> [Saved entries]
==========
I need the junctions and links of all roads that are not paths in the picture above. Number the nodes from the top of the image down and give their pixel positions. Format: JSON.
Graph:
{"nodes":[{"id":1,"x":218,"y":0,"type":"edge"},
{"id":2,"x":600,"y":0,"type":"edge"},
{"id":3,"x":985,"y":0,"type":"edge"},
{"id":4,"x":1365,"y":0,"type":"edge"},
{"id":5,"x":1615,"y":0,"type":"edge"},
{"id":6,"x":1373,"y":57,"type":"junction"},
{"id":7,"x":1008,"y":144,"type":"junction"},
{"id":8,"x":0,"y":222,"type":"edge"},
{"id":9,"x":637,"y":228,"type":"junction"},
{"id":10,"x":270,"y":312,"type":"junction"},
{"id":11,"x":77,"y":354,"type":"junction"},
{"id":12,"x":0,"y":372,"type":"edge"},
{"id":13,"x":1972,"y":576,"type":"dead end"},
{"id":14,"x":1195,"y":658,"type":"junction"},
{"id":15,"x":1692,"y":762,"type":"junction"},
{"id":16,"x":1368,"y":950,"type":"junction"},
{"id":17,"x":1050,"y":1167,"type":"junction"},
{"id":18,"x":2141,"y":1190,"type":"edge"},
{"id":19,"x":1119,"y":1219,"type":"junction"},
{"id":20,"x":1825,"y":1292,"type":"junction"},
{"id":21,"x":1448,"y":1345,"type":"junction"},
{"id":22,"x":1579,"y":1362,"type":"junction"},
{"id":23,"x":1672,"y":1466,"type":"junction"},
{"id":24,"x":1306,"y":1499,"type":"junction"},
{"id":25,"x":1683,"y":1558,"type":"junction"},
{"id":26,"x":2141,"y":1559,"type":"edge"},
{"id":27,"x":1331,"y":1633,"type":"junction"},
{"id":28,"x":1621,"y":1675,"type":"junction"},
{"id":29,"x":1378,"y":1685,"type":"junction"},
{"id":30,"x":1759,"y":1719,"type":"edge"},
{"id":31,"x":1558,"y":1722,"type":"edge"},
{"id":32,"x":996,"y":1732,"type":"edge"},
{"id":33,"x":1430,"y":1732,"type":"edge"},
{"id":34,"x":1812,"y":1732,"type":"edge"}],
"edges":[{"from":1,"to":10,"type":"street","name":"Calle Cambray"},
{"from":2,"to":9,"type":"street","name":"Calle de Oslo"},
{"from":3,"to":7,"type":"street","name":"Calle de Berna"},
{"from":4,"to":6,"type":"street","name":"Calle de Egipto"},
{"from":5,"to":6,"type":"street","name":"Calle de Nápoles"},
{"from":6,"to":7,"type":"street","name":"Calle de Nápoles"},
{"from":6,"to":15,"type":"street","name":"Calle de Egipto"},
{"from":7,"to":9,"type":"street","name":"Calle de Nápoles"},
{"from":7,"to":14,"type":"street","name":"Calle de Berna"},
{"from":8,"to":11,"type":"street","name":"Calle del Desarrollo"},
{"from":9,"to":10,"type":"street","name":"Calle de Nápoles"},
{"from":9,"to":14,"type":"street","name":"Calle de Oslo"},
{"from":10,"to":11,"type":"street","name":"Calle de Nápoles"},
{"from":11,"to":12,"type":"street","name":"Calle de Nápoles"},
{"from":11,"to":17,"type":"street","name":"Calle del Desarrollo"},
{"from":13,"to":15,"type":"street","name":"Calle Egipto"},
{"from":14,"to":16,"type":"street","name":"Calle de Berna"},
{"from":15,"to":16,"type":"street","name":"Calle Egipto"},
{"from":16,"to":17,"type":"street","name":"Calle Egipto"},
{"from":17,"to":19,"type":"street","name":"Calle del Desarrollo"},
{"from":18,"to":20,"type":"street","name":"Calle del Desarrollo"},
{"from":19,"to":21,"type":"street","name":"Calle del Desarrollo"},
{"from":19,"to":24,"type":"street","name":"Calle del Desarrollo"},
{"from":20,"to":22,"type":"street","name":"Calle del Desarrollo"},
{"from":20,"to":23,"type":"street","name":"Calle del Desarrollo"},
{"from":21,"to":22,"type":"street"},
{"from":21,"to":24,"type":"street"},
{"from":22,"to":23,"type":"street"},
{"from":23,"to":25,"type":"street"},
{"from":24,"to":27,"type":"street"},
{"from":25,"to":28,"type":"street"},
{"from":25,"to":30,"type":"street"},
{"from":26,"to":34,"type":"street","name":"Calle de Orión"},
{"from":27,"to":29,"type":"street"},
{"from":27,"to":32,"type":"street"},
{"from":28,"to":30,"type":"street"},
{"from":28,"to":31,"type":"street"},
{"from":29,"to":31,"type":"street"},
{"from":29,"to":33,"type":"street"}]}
==========
> [BRIEF] From the data above, report how many lines hold the word "nodes", answering with the number by itself.

> [ANSWER FOR THE TASK] 2